Vermeer était probablement pourvu d’un sens très particulier de la lenteur, de l’application, de l’attention portée au feuilleté des significations qu’une œuvre d’art peut véhiculer. Ainsi la « Liseuse en bleu » a toujours été pour moi le hiéroglyphe possible de mes aspirations les plus aiguës, ainsi que le sujet d’un doute permanent : je n’ai jamais pu croire ici à la simple évocation de la vie hollandaise du XVIIe siècle. J’y vois – mais cette interprétation est strictement personnelle – un message foncièrement métaphysique, et plus particulièrement platonicien : un hommage à l’intériorité, à la mémoire, aux lieux et aux objets de mémoire, à la lumière qui monte de ces lieux, à l’espace, à la connaissance ; un hommage, donc, à des sujets (en particulier ceux de la mémoire et de l’espace) qui constituent les axes principaux de mon travail de ces dernières années, et qui m’occuperont encore quelque temps.
 
L’œuvre est destinée à une voix, une récitante et un ensemble instrumental. Quels sont les auteurs des textes que vous avez choisis, et quel sens donnez-vous à ce choix ?
On l’aura compris, la pièce ne tire pas son origine de textes particuliers, mais se devait de mettre en tension le discours musical avec un autre discours, en l’occurrence celui de la voix. Le mythe de Thot conté par Socrate dans le Phèdre de Platon, ainsi que sa mise en garde contre les dangers de l’écriture, s’imposa naturellement, ainsi que le théâtre de la mémoire de Giulio Camillo, érudit florentin du XVIe siècle qui, sur les traces de Platon et des théoriciens de la rhétorique classique, a façonné une véritable « machine à se remémorer » d’une audace terrible : résumer le monde à un ensemble fini d’images et muer toute connaissance en spectacle. J’ai écrit un troisième texte, qui est en fait le lieu d’une combinatoire mêlant anagrammes, palindromes et autres mirages sémantiques et phonétiques, que j’ai écrit à partir de syntagmes empruntés aux deux auteurs précédents.
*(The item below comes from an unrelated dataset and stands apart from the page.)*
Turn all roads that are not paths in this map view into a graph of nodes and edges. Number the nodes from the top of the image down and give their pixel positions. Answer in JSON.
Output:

J’ai eu recours, sur scène, à deux liseuses. L’une (Caroline Chaniolleau) parle, fait comprendre, c’est la voix du sens, du discours explicite ; l’autre (Marianne Pousseur) diffracte, atomise, déforme, bégaie par endroits, elle donne en spectacle ce que le discours a laissé dans les plis de la connaissance. En retournant le texte comme un gant, elle excave la part d’énigme, de paradoxe, d’incompréhensibilité latente, propre à toute communication. Si je devais avouer de proches paternités quant à l’usage des voix ici, je me tournerais vers Moïse et Aaron de Schönberg, ainsi que vers Zwei Gefühle de Helmut Lachenmann, qui constituent pour moi des axes importants à partir desquels de fondamentales remises en cause deviennent pensables.
 
Quel rôle assignez-vous aux auteurs auxquels vous vous référez dans le titre de certaines de vos œuvres – Guy Debord, pour ne citer que lui ? S’agit-il d’une manière d’hommage, d’une orientation possible, souhaitée, de l’écoute ?
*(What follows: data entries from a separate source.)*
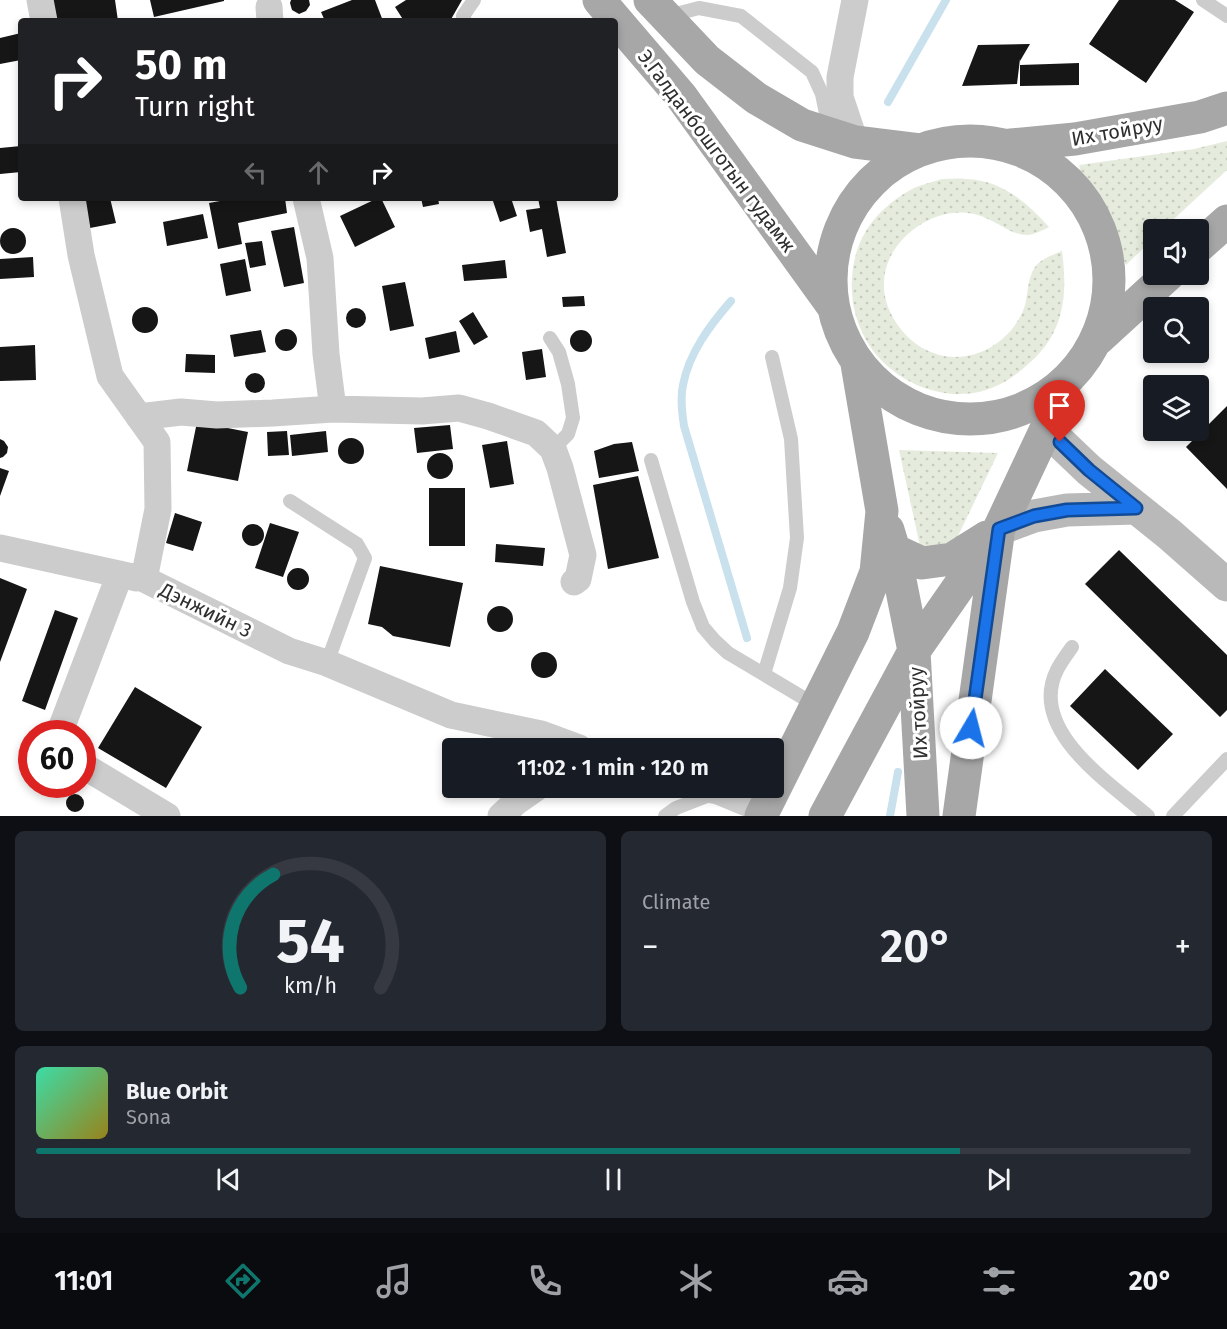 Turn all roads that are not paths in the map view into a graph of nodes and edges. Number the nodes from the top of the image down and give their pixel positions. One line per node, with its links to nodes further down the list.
1 (40, 0): 8 (street)
2 (474, 0): 9 (lane)
3 (599, 0): 10 (main road, Э.Галданбошготын гудамж)
4 (855, 0): 13 (street)
5 (1203, 0): 7 (lane)
6 (658, 9): 13 (main road); 13 (lane)
7 (1227, 16)
8 (43, 18)
9 (464, 18)
10 (614, 18)
11 (618, 22): 21 (main road, Э.Галданбошготын гудамж)
12 (1227, 108): 14 (main road, Их тойруу)
13 (842, 138): 15 (main road)
14 (1005, 145): 15 (main road); 23 (main road)
15 (920, 150): 21 (main road)
16 (72, 201): 28 (street, Дэнжийн 3)
17 (307, 201): 27 (street)
18 (1227, 221): 19 (main road)
19 (1209, 237)
20 (1156, 285): 23 (main road)
21 (832, 305): 25 (main road)
22 (550, 338): 30 (lane)
23 (1098, 339): 26 (main road)
24 (772, 357): 44 (lane)
25 (857, 364): 26 (main road); 34 (main road)
26 (1061, 387): 29 (main road, Их тойруу)
27 (333, 409): 28 (street); 30 (street)
28 (138, 417): 38 (street, Дэнжийн 3)
29 (1046, 429): 33 (main road); 35 (main road, Их тойруу)
30 (553, 449): 39 (street)
31 (651, 459): 44 (lane)
32 (290, 501): 43 (lane)
33 (1136, 508): 35 (main road); 40 (main road)
34 (882, 511): 37 (main road); 45 (main road)
35 (999, 529): 37 (main road); 42 (main road, Их тойруу); 59 (main road, Их тойруу)
36 (0, 548): 38 (street)
37 (894, 550): 42 (main road)
38 (132, 577): 43 (street, Дэнжийн 3); 46 (street)
39 (574, 582)
40 (1227, 585)
41 (1072, 647): 60 (lane)
42 (914, 651): 57 (main road); 58 (main road, Их тойруу)
43 (327, 663): 47 (street, Дэнжийн 3)
44 (764, 674): 45 (lane)
45 (817, 706): 53 (main road)
46 (66, 720)
47 (552, 738)
48 (1227, 759): 61 (lane)
49 (96, 773): 54 (street)
50 (521, 798): 55 (street)
51 (694, 798): 56 (lane)
52 (730, 798): 53 (street)
53 (762, 813)
54 (167, 816)
55 (501, 816)
56 (665, 816)
57 (825, 816)
58 (923, 816)
59 (959, 816)
60 (1148, 816)
61 (1173, 816)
Si mon recours à des titres expressifs s’amenuise de manière drastique depuis plusieurs années au profit d’appellations neutres héritées de l’histoire (Symphonies, Sonates et autres Canons), c’est, paradoxalement, afin d’orienter l’écoute de l’auditeur vers des interprétations plus individuelles, plus personnelles, moins directives. Quelquefois, en revanche, les titres de mes pièces sont programmatiques à profusion, comme dans In girum imus nocte et consumimur igni (Nous tournons dans la nuit et serons consumés par le feu) qui, simultanément, reprend un célèbre palindrome antique, cite le plus beau film de Guy Debord, et fait office de profession de foi pessimiste.